Люди, представляющие российское государство сегодня, наверное, понимают и величие этой задачи, и последствия ее решения. Последствием будет то, что они перестанут быть властью в нынешнем русском смысле этого слова. И к ним у нового общества сразу же возникнут вопросы. В конце концов это неизбежно. Правительства и элиты могут меняться, а вопрос отсутствующего права собственности так и будет стоять над страной, пока не решится[36].

4. Русский титул

Забор в России, таким образом, – это символическая замена сразу нескольким институтам. В советское время каждому приходилось ждать и просить, доказывать, что он человек, у которого есть хоть что-то свое. Тоска по приватности, необходимой для утверждения чувства собственного достоинства, вырвалась наружу сразу после смены политического режима в 1991–1992 годах и не утолена до сих пор. Бетонные, кирпичные, металлические и решетчатые ограды высотой с трехэтажный дом выглядят как компенсация уязвимости и стремление дать миру знать, что все это – «мое».

Характерная особенность российских заборов, объектов вроде бы стационарных, в том, что они всегда находятся в движении. Заборы сгорали в пожарах, сносились властями, но скоро вырастали снова. Подвижность границ собственности граждане и власти всегда умели использовать к своей выгоде. Земли просто огораживались и становились чьими-то. Заборы в русских городах часто приходили в движение незадолго до строительства дорог или прокладки железнодорожных путей. Каждый дачник и сейчас знает, что ничего страшного не случится, если забор незаметно передвинуть поближе к дороге.

Многие столетия изгороди, межи и вехи были подвижными даже в Западной Европе.
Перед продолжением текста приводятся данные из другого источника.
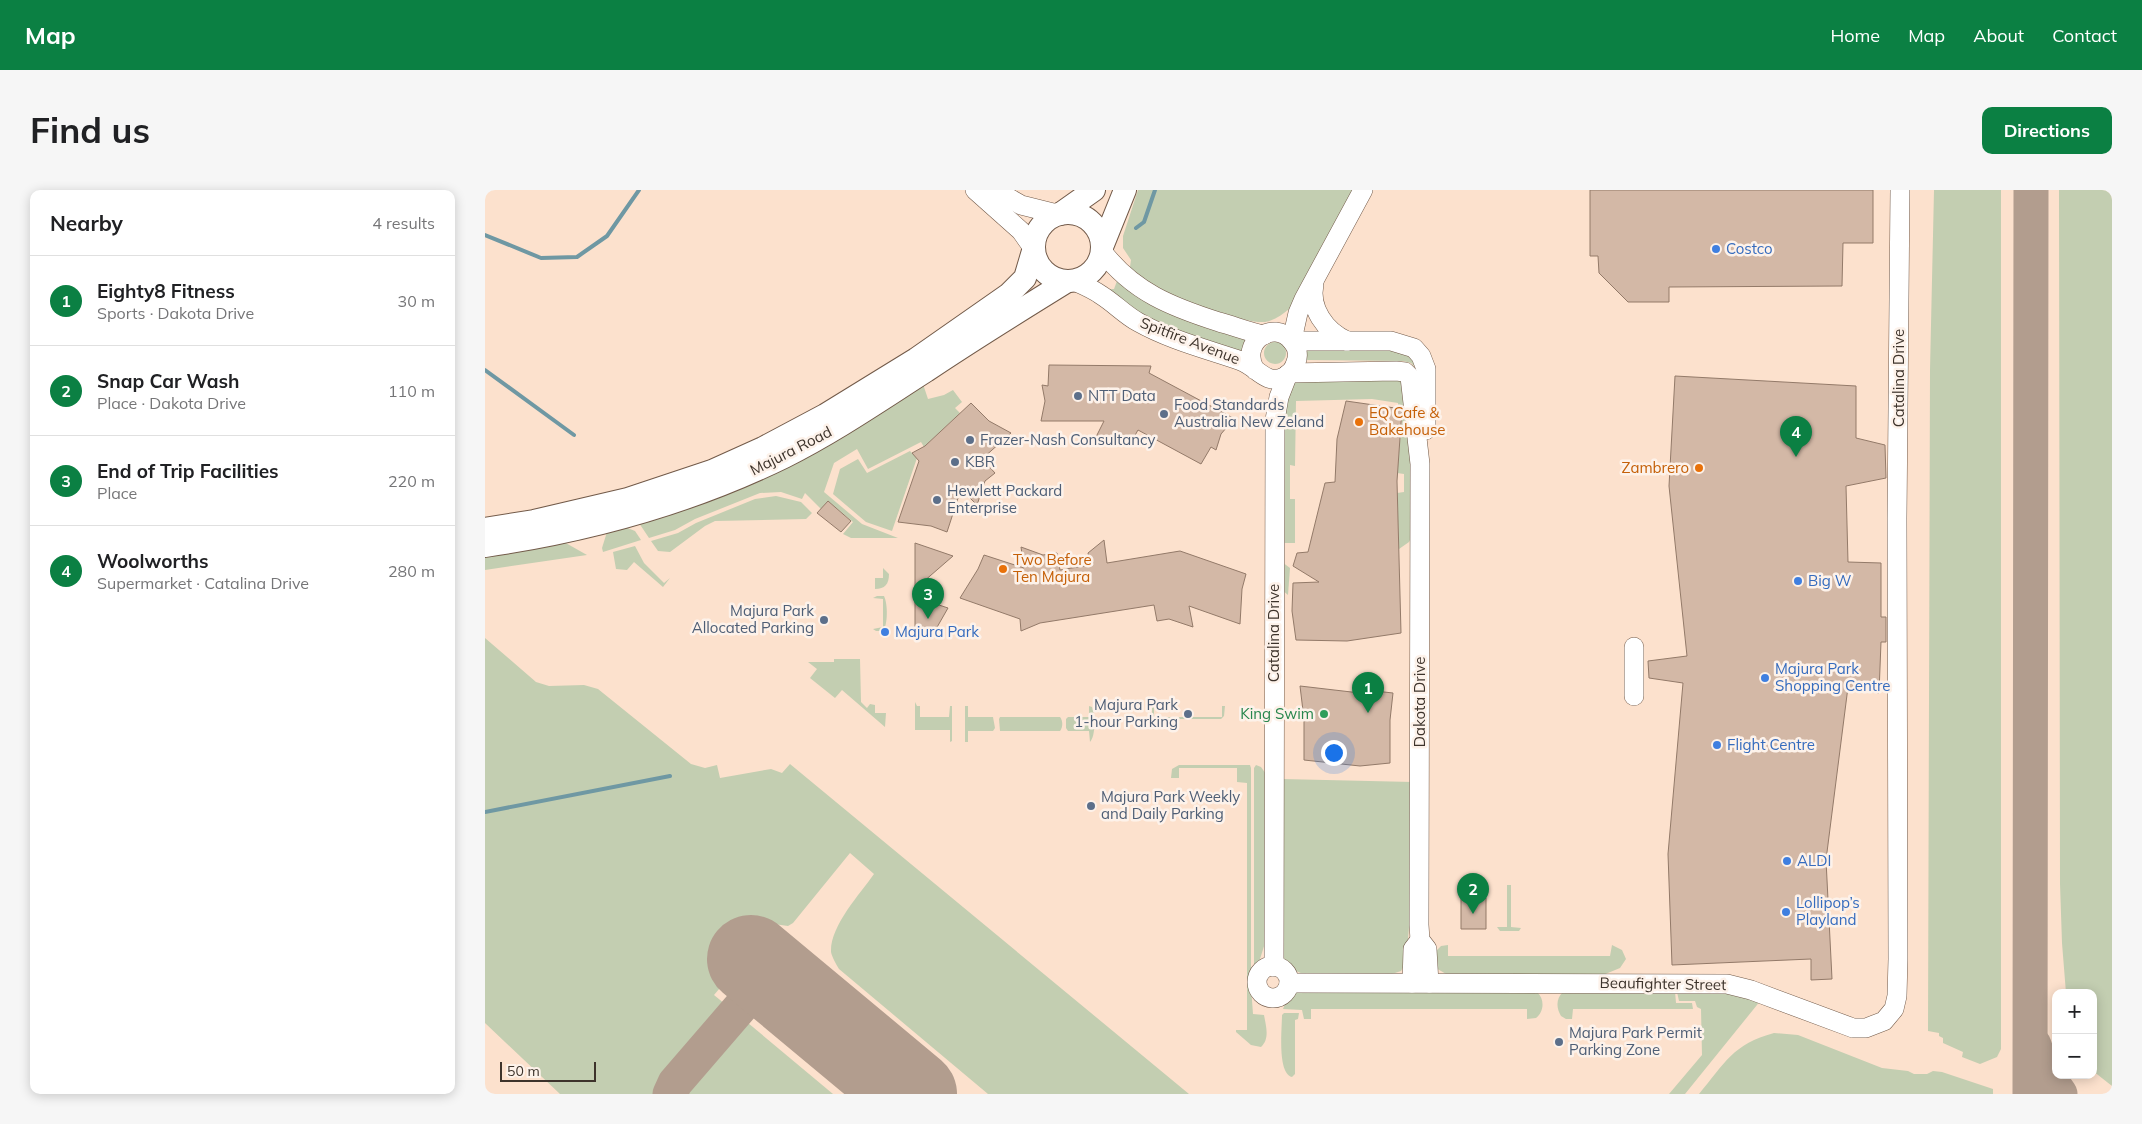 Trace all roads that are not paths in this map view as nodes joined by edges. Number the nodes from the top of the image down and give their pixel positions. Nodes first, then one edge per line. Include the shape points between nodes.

Европейские землевладельцы начиная с XV–XVI веков и вплоть до начала XIX века создавали свои состояния, огораживая, то есть попросту захватывая, общинные земли. Крестьян сгоняли с земель, чтобы пасти овец и продавать шерсть. Огораживание всегда было способом захвата земель – чужих или ничьих. Но рано или поздно изгороди прекращали двигаться по праву силы. В действие вступало защищенное законом право собственности.

Один из признаков развития общества – умение договариваться об общепризнанных правах, которые становятся важнее физического забора. А в отсутствие права забор остается самоценностью. Поэтому, сколько бетона ни возьми, в какую броню ни одень, в отсутствие права как верховного принципа это все равно будет непрочный забор.

И охрана не поможет, несмотря на то что по численности охранников Россия – одна из первых в мире. На 70 миллионов экономически активного населения у нас более 600 тысяч охранников – частных и ведомственных, не считая милицию (и это прогресс: в 2003 году численность охранников достигала миллиона)[37]. А, например, в Китае в охране служат около 2 миллионов людей, при десятикратной разнице в населении.

Есть и привычная нам проблема дверей, бо́льшая часть которых обычно закрыта. Советские архитекторы, проектируя общественные здания – министерства, театры, магазины и стадионы, всегда были щедры на двери. В идеальном мире, для которого они создавали огромные дома, люди должны были входить и выходить из дверей толпами. Они должны были литься широким потоком по гигантским лестницам. Дверей могло быть и пять, и десять, они могли быть огромными, деревянными с резьбой или металлическими с решетками.

Но в реальном мире по каким-то причинам всегда нужно было оставлять открытой только одну створку, утром и вечером, зимой и летом. Некоторые двери не открывались вообще никогда. Люди должны были проходить цепочкой, по одному, может быть для того, чтобы привратник всегда мог видеть, кто входит и выходит. Может быть, ему полагалось считать входящих и выходящих.